- Coordinates: 38°58′19″N 76°17′17″W﻿ / ﻿38.97194°N 76.28806°W
- Country: United States
- State: Maryland
- County: Queen Anne's

Area
- • Total: 6.98 sq mi (18.09 km^{2})
- • Land: 5.24 sq mi (13.56 km^{2})
- • Water: 1.75 sq mi (4.52 km^{2})
- Elevation: 6.6 ft (2 m)

Population (2020)
- • Total: 5,003
- • Density: 955.3/sq mi (368.84/km^{2})
- Time zone: UTC−5 (Eastern (EST))
- • Summer (DST): UTC−4 (EDT)
- ZIP code: 21619
- Area code: 410
- FIPS code: 24-16125
- GNIS feature ID: 0597229

= Chester, Maryland =

Chester is a census-designated place on Kent Island in Queen Anne's County, Maryland, United States. The population was 3,723 at the 2000 census.

==Geography==
Chester is located at (38.971907, −76.288045).

According to the United States Census Bureau, the CDP has a total area of 7.0 sqmi, of which 5.3 sqmi is land and 1.8 sqmi (24.89%) is water.

==Demographics==

Historical population
| Census | Pop. | Note | %± |
| 2020 | 5,003 |  | — |
U.S. Decennial Census

===2020 census===
As of the 2020 census, Chester had a population of 5,003. The median age was 48.2 years. 18.1% of residents were under the age of 18 and 21.3% of residents were 65 years of age or older.

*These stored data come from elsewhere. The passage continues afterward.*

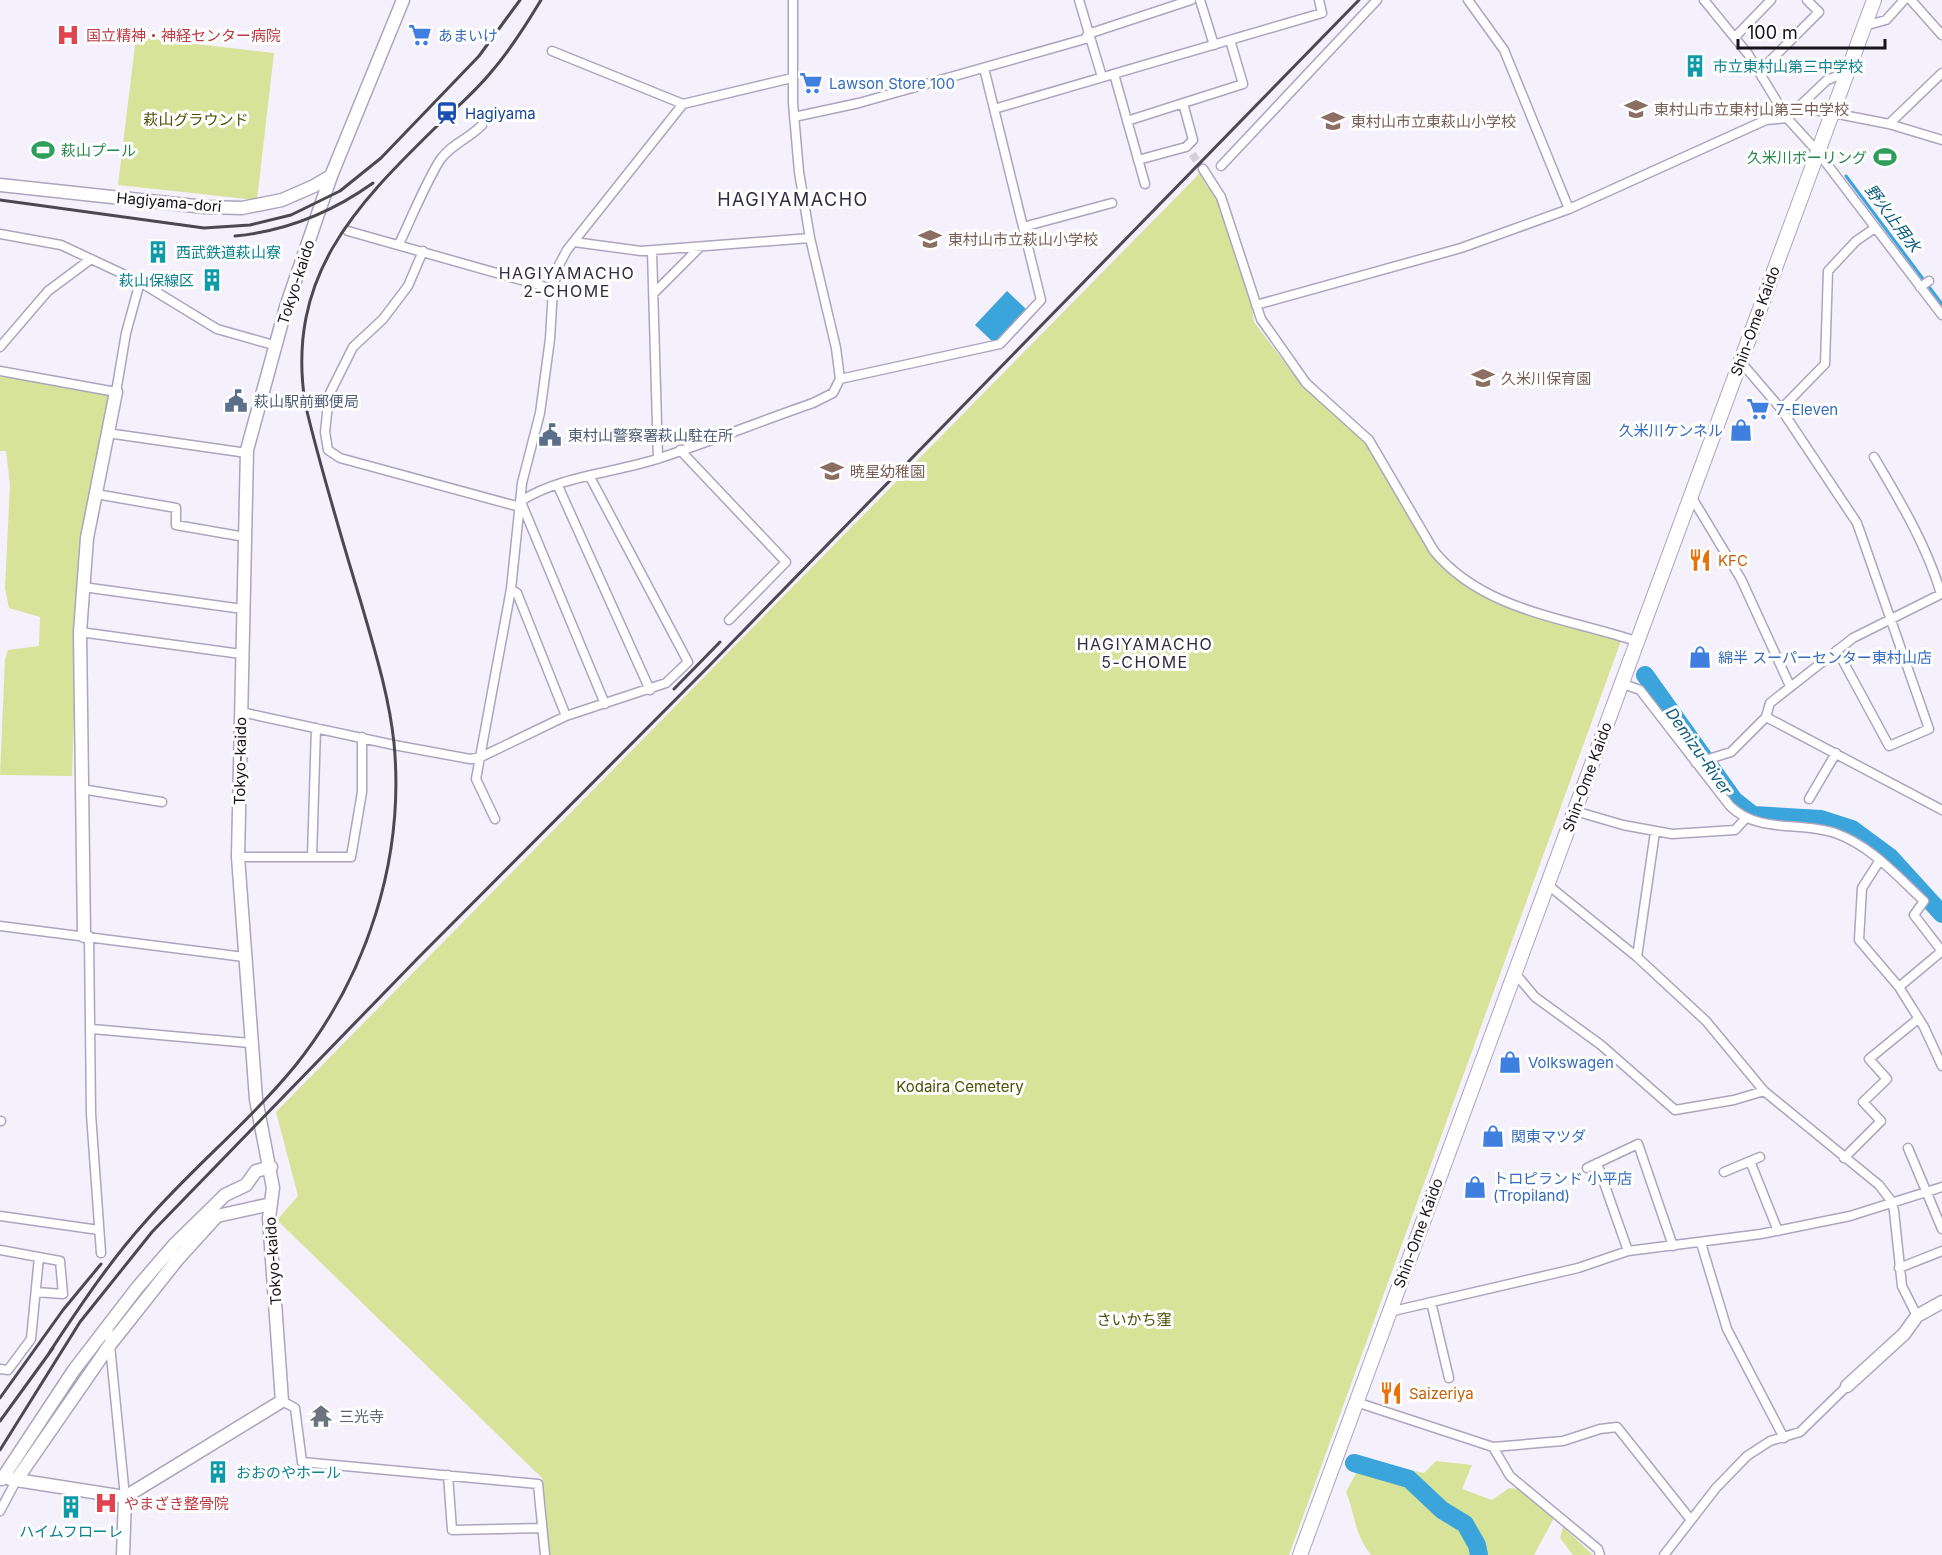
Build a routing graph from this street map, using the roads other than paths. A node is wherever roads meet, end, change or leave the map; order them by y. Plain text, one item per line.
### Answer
1 (403, 0) edge
2 (793, 0) edge
3 (1079, 0) edge
4 (1191, 0) edge
5 (1200, 0) edge
6 (1319, 0) edge
7 (1377, 0) edge
8 (1468, 0) edge
9 (1704, 0) edge
10 (1771, 0) edge
11 (1807, 0) edge
12 (1874, 0) edge
13 (1904, 0) edge
14 (1911, 0) edge
15 (1864, 26) junction
16 (1088, 34) junction
17 (1942, 35) edge
18 (1735, 38) junction
19 (1230, 40) junction
20 (1214, 45) junction
21 (552, 51) dead end
22 (984, 68) junction
23 (1760, 71) junction
24 (1845, 73) junction
25 (1942, 73) edge
26 (1114, 74) junction
27 (1102, 77) junction
28 (792, 78) junction
29 (1184, 103) junction
30 (683, 104) junction
31 (1801, 105) junction
32 (994, 109) junction
33 (1832, 114) junction
34 (794, 117) junction
35 (1787, 118) junction
36 (1127, 121) junction
37 (482, 124) dead end
38 (1889, 124) junction
39 (1942, 140) edge
40 (1817, 151) junction
41 (1138, 160) junction
42 (1221, 166) dead end
43 (1203, 169) tunnel mouth
44 (331, 176) junction
45 (0, 184) edge
46 (1145, 184) dead end
47 (1112, 203) dead end
48 (1569, 209) junction
49 (1023, 227) junction
50 (1875, 228) junction
51 (348, 231) dead end
52 (0, 234) edge
53 (810, 238) junction
54 (574, 242) junction
55 (399, 244) junction
56 (700, 247) junction
57 (423, 251) junction
58 (652, 251) junction
59 (91, 259) junction
60 (140, 282) junction
61 (553, 289) junction
62 (654, 293) junction
63 (1256, 305) junction
64 (1942, 315) edge
65 (277, 346) junction
66 (0, 347) edge
67 (1740, 361) junction
68 (0, 371) edge
69 (840, 379) junction
70 (116, 392) junction
71 (1781, 409) junction
72 (108, 433) junction
73 (680, 450) junction
74 (247, 453) junction
75 (1874, 458) dead end
76 (658, 459) junction
77 (590, 477) junction
78 (558, 486) junction
79 (96, 494) junction
80 (1690, 496) junction
81 (520, 504) junction
82 (245, 537) junction
83 (83, 587) junction
84 (511, 589) junction
85 (243, 609) junction
86 (729, 620) dead end
87 (1890, 621) junction
88 (80, 632) junction
89 (1636, 640) junction
90 (1837, 650) junction
91 (241, 654) junction
92 (1621, 683) junction
93 (1790, 686) junction
94 (650, 690) junction
95 (605, 704) junction
96 (242, 712) junction
97 (566, 716) junction
98 (1766, 717) junction
99 (316, 728) junction
100 (362, 737) junction
101 (1836, 753) junction
102 (481, 757) junction
103 (1698, 763) junction
104 (81, 789) junction
105 (1809, 799) dead end
106 (162, 802) dead end
107 (1942, 810) edge
108 (1575, 811) junction
109 (495, 819) dead end
110 (1745, 819) junction
111 (1655, 832) junction
112 (238, 857) junction
113 (312, 857) junction
114 (1880, 860) junction
115 (1548, 885) junction
116 (0, 926) edge
117 (86, 936) junction
118 (1942, 950) edge
119 (244, 957) junction
120 (1637, 957) junction
121 (1514, 972) junction
122 (1899, 987) junction
123 (1918, 1019) junction
124 (92, 1029) junction
125 (250, 1043) junction
126 (1942, 1066) edge
127 (1764, 1091) junction
128 (1908, 1148) dead end
129 (1760, 1157) dead end
130 (1844, 1158) junction
131 (1750, 1161) junction
132 (1597, 1163) junction
133 (271, 1167) junction
134 (1587, 1168) dead end
135 (1724, 1172) dead end
136 (1942, 1186) edge
137 (1928, 1191) junction
138 (1774, 1193) dead end
139 (1764, 1197) junction
140 (1892, 1202) junction
141 (271, 1204) junction
142 (0, 1216) edge
143 (1942, 1229) edge
144 (99, 1230) junction
145 (1778, 1231) junction
146 (1701, 1244) junction
147 (1673, 1246) junction
148 (0, 1250) edge
149 (1628, 1251) junction
150 (1942, 1251) edge
151 (101, 1253) dead end
152 (39, 1257) junction
153 (1899, 1268) junction
154 (36, 1292) junction
155 (1431, 1302) junction
156 (1942, 1302) edge
157 (1389, 1312) junction
158 (1917, 1316) junction
159 (108, 1325) junction
160 (109, 1346) junction
161 (0, 1369) edge
162 (1449, 1378) dead end
163 (1847, 1386) joint
164 (282, 1401) junction
165 (1356, 1402) junction
166 (1784, 1438) junction
167 (1493, 1447) junction
168 (448, 1475) junction
169 (1, 1479) edge
170 (17, 1479) junction
171 (125, 1497) junction
172 (0, 1511) edge
173 (1691, 1520) junction
174 (542, 1528) junction
175 (123, 1555) edge
176 (545, 1555) edge
177 (1300, 1555) edge
178 (1600, 1555) edge
179 (1664, 1555) edge

1 - 44 street, Tokyo-kaido
2 - 28 street
3 - 16 street
4 - 16 street
5 - 20 street
6 - 19 street
7 - 42 street
8 - 48 street
9 - 18 street
10 - 18 street
11 - 23 street
12 - 15 main road, Shin-Ome Kaido
13 - 15 street
14 - 17 street
15 - 24 main road, Shin-Ome Kaido
16 - 22 street
16 - 27 street
18 - 23 street
19 - 20 street
19 - 29 street
20 - 26 street
21 - 30 street
22 - 32 street
22 - 34 street
23 - 35 street
24 - 31 street
24 - 33 main road, Shin-Ome Kaido
25 - 38 street
26 - 27 street
26 - 36 street
27 - 32 street
28 - 30 street
28 - 34 street
29 - 36 street
29 - 41 street
30 - 54 street
31 - 33 street
31 - 35 street
32 - 49 street
33 - 38 street
33 - 40 main road, Shin-Ome Kaido
34 - 53 street
35 - 40 street
35 - 48 street
36 - 41 street
37 - 55 street
38 - 39 street
40 - 50 street
40 - 67 main road, Shin-Ome Kaido
41 - 46 street
43 - 63 street
44 - 45 street, Hagiyama-dori
44 - 65 street, Tokyo-kaido
47 - 49 street
48 - 63 street
49 - 69 street
50 - 64 street
50 - 71 street
51 - 55 street
52 - 59 street
53 - 56 street
53 - 69 street
54 - 58 street
54 - 61 street
55 - 57 street
56 - 58 street
56 - 62 street
57 - 61 street
57 - 81 street
58 - 62 street
59 - 60 street
59 - 66 street
60 - 65 street
60 - 70 street
61 - 81 street
62 - 76 street
63 - 89 street
65 - 74 street, Tokyo-kaido
67 - 71 street
67 - 80 main road, Shin-Ome Kaido
68 - 70 street
69 - 73 street
70 - 72 street
71 - 87 street
72 - 74 street
72 - 79 street
73 - 76 street
73 - 86 street
74 - 82 street, Tokyo-kaido
75 - 87 street
76 - 77 street
77 - 78 street
77 - 94 street
78 - 81 street
78 - 94 street
79 - 82 street
79 - 83 street
80 - 89 main road, Shin-Ome Kaido
80 - 93 street
81 - 84 street
81 - 95 street
82 - 85 street, Tokyo-kaido
83 - 85 street
83 - 88 street
84 - 97 street
84 - 102 street
85 - 91 street, Tokyo-kaido
87 - 90 street
87 - 90 street
88 - 91 street
88 - 104 street
89 - 92 main road, Shin-Ome Kaido
90 - 93 street
91 - 96 street, Tokyo-kaido
92 - 103 street
92 - 108 main road, Shin-Ome Kaido
93 - 98 street
94 - 95 street
95 - 97 street
96 - 99 street
96 - 112 street, Tokyo-kaido
97 - 102 street
98 - 101 street
98 - 103 street
99 - 100 street
99 - 113 street
100 - 102 street
100 - 113 street
101 - 105 street
101 - 107 street
102 - 109 street
103 - 110 street
104 - 106 street
104 - 117 street
108 - 111 street
108 - 115 main road, Shin-Ome Kaido
110 - 111 street
110 - 114 street
111 - 120 street
112 - 113 street
112 - 119 street, Tokyo-kaido
114 - 118 street
114 - 122 street
115 - 120 street
115 - 121 main road, Shin-Ome Kaido
116 - 117 street
117 - 119 street
117 - 124 street
118 - 122 street
119 - 125 street, Tokyo-kaido
120 - 127 street
121 - 127 street
121 - 157 main road, Shin-Ome Kaido
122 - 123 street
123 - 126 street
123 - 130 street
124 - 125 street
124 - 144 street
125 - 133 street, Tokyo-kaido
127 - 130 street
128 - 137 street
129 - 131 street
130 - 140 street
131 - 135 street
131 - 139 street
132 - 134 street
132 - 147 street
132 - 149 street
133 - 141 street, Tokyo-kaido
133 - 159 street
136 - 137 street
137 - 140 street
137 - 143 street
138 - 139 street
139 - 145 street
140 - 145 street
140 - 153 street
141 - 160 street
141 - 164 street, Tokyo-kaido
142 - 144 street
144 - 151 street
145 - 146 street
146 - 147 street
146 - 166 street
147 - 149 street
148 - 152 street
149 - 155 street
150 - 153 street
152 - 154 street
152 - 154 street
153 - 158 street
154 - 161 street
155 - 157 street
155 - 162 street
156 - 158 street
157 - 165 main road, Shin-Ome Kaido
158 - 163 street
159 - 160 street
159 - 169 street
160 - 170 street
160 - 171 street
163 - 166 street
164 - 168 street
164 - 171 street
165 - 167 street
165 - 177 main road, Shin-Ome Kaido
166 - 173 street
167 - 173 street
167 - 178 street
168 - 174 street
168 - 174 street
169 - 170 street
170 - 171 street
170 - 172 street
171 - 175 street
173 - 179 street
174 - 176 street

For every 100 females there were 96.9 males, and for every 100 females age 18 and over there were 91.9 males age 18 and over.

94.0% of residents lived in urban areas, while 6.0% lived in rural areas.

There were 2,208 households in Chester, of which 22.5% had children under the age of 18 living in them. Of all households, 46.6% were married-couple households, 15.6% were households with a male householder and no spouse or partner present, and 30.2% were households with a female householder and no spouse or partner present. About 29.7% of all households were made up of individuals and 13.1% had someone living alone who was 65 years of age or older.

There were 2,475 housing units, of which 10.8% were vacant. The homeowner vacancy rate was 2.3% and the rental vacancy rate was 8.1%.

Racial composition as of the 2020 census
| Race | Number | Percent |
|---|---|---|
| White | 4,156 | 83.1% |
| Black or African American | 285 | 5.7% |
| American Indian and Alaska Native | 25 | 0.5% |
| Asian | 97 | 1.9% |
| Native Hawaiian and Other Pacific Islander | 1 | 0.0% |
| Some other race | 135 | 2.7% |
| Two or more races | 304 | 6.1% |
| Hispanic or Latino (of any race) | 284 | 5.7% |

===2000 census===
As of the 2000 census, there were 3,723 people, 1,567 households, and 1,037 families residing in the CDP. The population density was 705.3 PD/sqmi. There were 1,723 housing units at an average density of 326.4 /sqmi. The racial makeup of the CDP was 89.61% White, 7.06% African American, 0.13% Native American, 1.02% Asian, 0.05% Pacific Islander, 0.59% from other races, and 1.53% from two or more races. Hispanic or Latino of any race were 1.32% of the population.

There were 1,567 households, out of which 28.1% had children under the age of 18 living with them, 50.4% were married couples living together, 11.8% had a female householder with no husband present, and 33.8% were non-families. 27.1% of all households were made up of individuals, and 10.2% had someone living alone who was 65 years of age or older. The average household size was 2.38 and the average family size was 2.87.

In the CDP, the population was spread out, with 23.1% under the age of 18, 6.6% from 18 to 24, 30.3% from 25 to 44, 26.0% from 45 to 64, and 14.0% who were 65 years of age or older. The median age was 39 years. For every 100 females, there were 94.3 males. For every 100 females age 18 and over, there were 90.8 males.

The median income for a household in the CDP was $56,558, and the median income for a family was $60,195. Males had a median income of $42,289 versus $30,495 for females. The per capita income for the CDP was $27,789. About 3.3% of families and 4.9% of the population were below the poverty line, including 7.5% of those under age 18 and 3.7% of those age 65 or over.